Of the many reasons most cookbook users still prefer print to digital, layout may be one of the most important, second only to the difficulty of keeping an iPad screen away from splattering oil or sticky fingers. But some publishers are addressing the first problem by using a fixed-layout, in which text and images are specifically positioned in horizontal two-page spreads, so they look very much the way they do in print.
Workman’s new 25th anniversary digital edition of the classic The Silver Palate Cookbook by Julee Rosso and Sheila Lukins is one impressive example. The $14.99 book, available exclusively on the iBookstore, has gorgeous color photos and 350 recipes. It looks exactly as it does it print, with sumptuous shots of the delicious party food the book—now in its 100th printing—is known for. Recipes are linked, too, so when the recipe for Cheese Straws, on page 22, which requires a pound of puff pastry, mentions that there’s a recipe for that pastry on page 423, one tap, and you’re there. You can read the book on your iPhone or iPod Touch, though unsurprisingly, it looks most impressive on the iPad.
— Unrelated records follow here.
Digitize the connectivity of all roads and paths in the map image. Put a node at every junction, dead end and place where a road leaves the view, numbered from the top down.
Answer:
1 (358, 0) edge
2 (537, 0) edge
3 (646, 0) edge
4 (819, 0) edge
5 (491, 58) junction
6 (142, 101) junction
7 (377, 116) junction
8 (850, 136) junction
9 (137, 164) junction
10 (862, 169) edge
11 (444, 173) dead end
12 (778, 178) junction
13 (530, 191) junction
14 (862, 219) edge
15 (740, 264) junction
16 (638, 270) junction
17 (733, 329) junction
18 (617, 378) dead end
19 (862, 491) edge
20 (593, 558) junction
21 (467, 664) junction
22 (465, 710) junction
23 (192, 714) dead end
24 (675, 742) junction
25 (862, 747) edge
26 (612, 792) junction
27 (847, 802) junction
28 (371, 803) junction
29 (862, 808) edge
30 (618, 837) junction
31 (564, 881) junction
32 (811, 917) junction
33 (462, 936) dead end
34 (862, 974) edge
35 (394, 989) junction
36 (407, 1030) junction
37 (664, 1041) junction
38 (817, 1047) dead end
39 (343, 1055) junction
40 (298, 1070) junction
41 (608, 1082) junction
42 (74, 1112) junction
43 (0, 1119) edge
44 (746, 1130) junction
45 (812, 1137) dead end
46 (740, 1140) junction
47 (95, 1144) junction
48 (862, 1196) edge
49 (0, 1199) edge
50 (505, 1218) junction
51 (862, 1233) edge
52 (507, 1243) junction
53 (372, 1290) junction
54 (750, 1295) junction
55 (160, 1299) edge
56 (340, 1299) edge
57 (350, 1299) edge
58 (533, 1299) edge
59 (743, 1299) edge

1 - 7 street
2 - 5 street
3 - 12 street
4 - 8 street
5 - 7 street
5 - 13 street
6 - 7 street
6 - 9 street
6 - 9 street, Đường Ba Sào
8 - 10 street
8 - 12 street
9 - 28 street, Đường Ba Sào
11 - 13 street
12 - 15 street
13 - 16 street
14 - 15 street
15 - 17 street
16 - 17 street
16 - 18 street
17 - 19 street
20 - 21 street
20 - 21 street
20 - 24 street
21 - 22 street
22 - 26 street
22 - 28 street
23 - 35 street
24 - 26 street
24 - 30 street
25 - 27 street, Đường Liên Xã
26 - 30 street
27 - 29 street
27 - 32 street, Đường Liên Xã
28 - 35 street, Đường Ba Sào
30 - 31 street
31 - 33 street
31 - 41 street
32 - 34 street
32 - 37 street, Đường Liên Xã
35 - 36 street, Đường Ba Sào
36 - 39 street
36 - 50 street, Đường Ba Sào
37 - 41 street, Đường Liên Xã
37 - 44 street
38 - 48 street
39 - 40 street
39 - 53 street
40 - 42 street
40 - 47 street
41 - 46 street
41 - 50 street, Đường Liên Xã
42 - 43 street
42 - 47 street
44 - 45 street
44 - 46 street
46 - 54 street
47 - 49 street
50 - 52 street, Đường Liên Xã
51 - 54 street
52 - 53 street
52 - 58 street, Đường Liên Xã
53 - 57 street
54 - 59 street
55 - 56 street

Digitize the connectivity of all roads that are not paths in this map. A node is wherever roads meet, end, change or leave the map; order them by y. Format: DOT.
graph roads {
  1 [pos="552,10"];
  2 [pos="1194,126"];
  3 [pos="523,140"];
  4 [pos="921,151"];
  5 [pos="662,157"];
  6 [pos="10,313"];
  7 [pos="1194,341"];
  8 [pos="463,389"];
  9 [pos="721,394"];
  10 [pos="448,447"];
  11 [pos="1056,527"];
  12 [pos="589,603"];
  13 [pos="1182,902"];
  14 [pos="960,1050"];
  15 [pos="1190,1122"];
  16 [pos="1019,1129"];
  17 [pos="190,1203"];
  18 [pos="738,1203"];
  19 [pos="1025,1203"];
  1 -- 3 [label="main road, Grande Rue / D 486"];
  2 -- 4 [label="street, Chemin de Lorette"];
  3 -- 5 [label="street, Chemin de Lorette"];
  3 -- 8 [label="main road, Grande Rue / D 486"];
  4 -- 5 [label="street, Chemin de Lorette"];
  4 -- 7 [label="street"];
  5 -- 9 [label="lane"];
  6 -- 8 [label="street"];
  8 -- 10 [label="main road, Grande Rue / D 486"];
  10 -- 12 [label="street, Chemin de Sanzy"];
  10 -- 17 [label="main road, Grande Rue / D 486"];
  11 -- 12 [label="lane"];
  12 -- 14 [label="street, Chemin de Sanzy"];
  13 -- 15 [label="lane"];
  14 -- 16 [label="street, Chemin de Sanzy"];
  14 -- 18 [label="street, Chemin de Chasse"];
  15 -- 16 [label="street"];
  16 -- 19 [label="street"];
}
All this beauty comes at a minor cost: search takes a while. But it certainly does work, especially if you know what you’re looking for. Type in “chicken Marbella,” for instance, and it isn’t too long before a gorgeous shot of the famous roasted chicken dish with olives, prunes, capers, and herbs is up on your screen, making you wish the iPad had some sort of scent function.
Layout and ease of use are two of print’s traditional advantages, but there are myriad reasons to love digital. A huge one? Enhanced e-books. Vook has been releasing cookbooks with video elements for a while now, but traditional publishers are adding video to their e-books, too. One of the best I’ve seen lately is Asian Dumplings: Mastering Gyoza, Spring Rolls, Samosas, and More by Andrea Nguyen. Ten Speed published the print version in 2009, and an enhanced e-book is now available for $14.99. Both the print and digital version of the book have drawings to help you shape dumplings, but the enhanced edition has a set of 12 videos that help you learn techniques. And if you’re making dumplings, videos can come in very handy.
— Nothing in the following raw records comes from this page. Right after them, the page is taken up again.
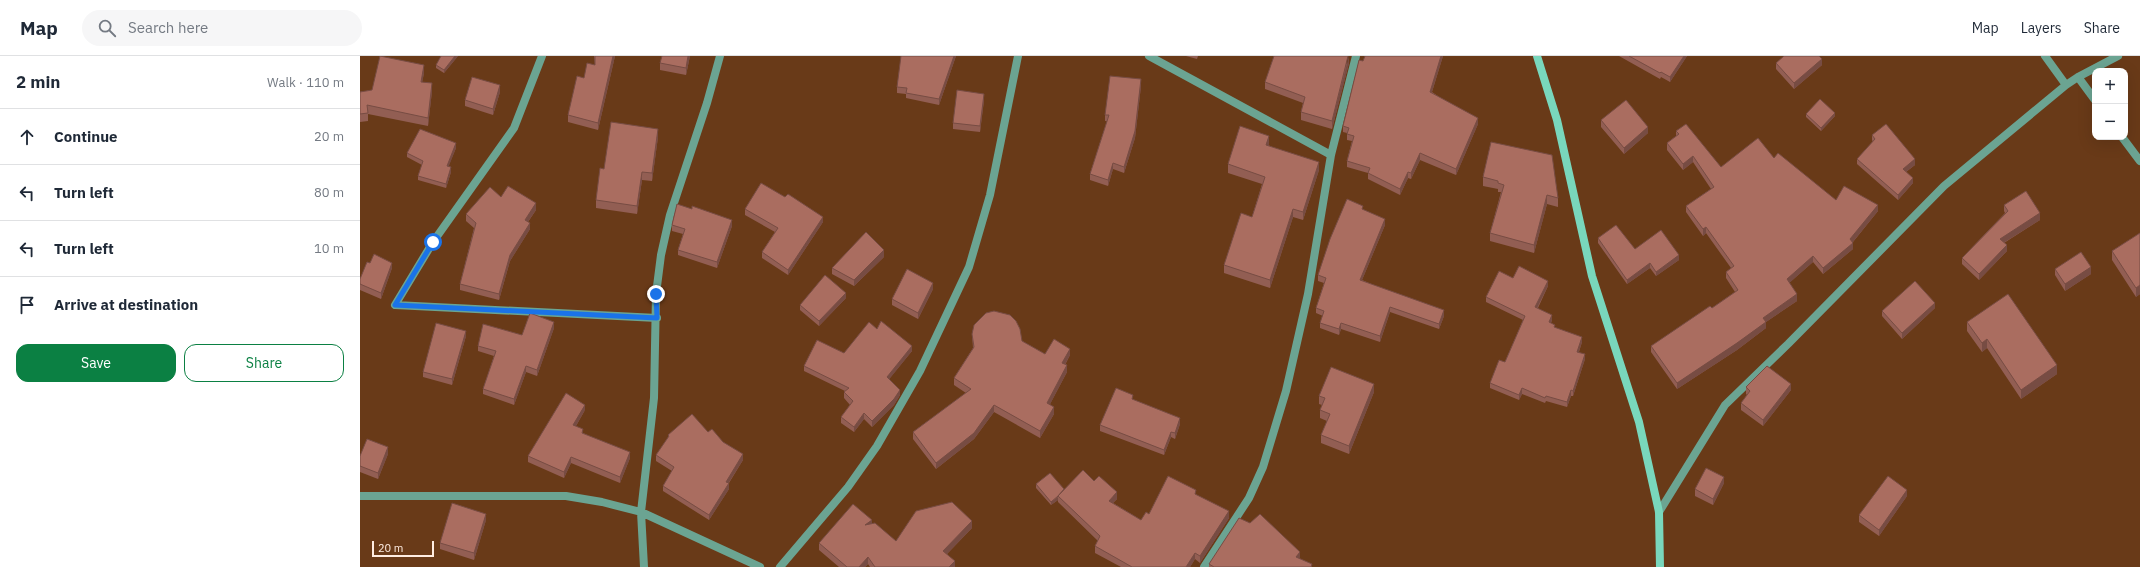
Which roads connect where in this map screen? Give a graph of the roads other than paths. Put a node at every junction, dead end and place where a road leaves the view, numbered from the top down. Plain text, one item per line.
1 (542, 56) edge
2 (720, 56) edge
3 (1018, 56) edge
4 (1149, 56) edge
5 (1356, 56) edge
6 (1537, 56) edge
7 (2045, 56) edge
8 (2118, 56) edge
9 (2078, 77) junction
10 (2066, 85) junction
11 (2092, 96) edge
12 (2124, 140) edge
13 (1331, 155) junction
14 (2140, 161) edge
15 (657, 318) junction
16 (360, 496) edge
17 (642, 512) junction
18 (1659, 512) junction
19 (644, 567) edge
20 (760, 567) edge
21 (780, 567) edge
22 (1204, 567) edge
23 (1660, 567) edge

1 - 15 street
2 - 15 street
3 - 21 street
4 - 13 street
5 - 13 street
6 - 18 main road
7 - 10 street
8 - 9 street
9 - 10 street
9 - 11 street
10 - 18 street
12 - 14 street
13 - 22 street
15 - 17 street
16 - 17 street
17 - 19 street
17 - 20 street
18 - 23 main road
In the videos, Nguyen explains and demonstrates how to form dumpling dough into half-moon, pea pod, and “big hug” shapes (which look like wontons). Having trouble making the pleated crescent dumpling? Confused about shaping samosas? Nguyen’s short videos, each about a minute long to minimize download time, address it all. The author is working on a new book, Asian Tofu, which will also have an enhanced e-book edition.
We’re still in the early days of digital cookbooks, and it’ll be a long time before print cookbooks outpace digital books in terms of functionality in the kitchen. Still, digital bells and whistles like fixed layout and video make browsing through cookbooks and learning from them easy and fun.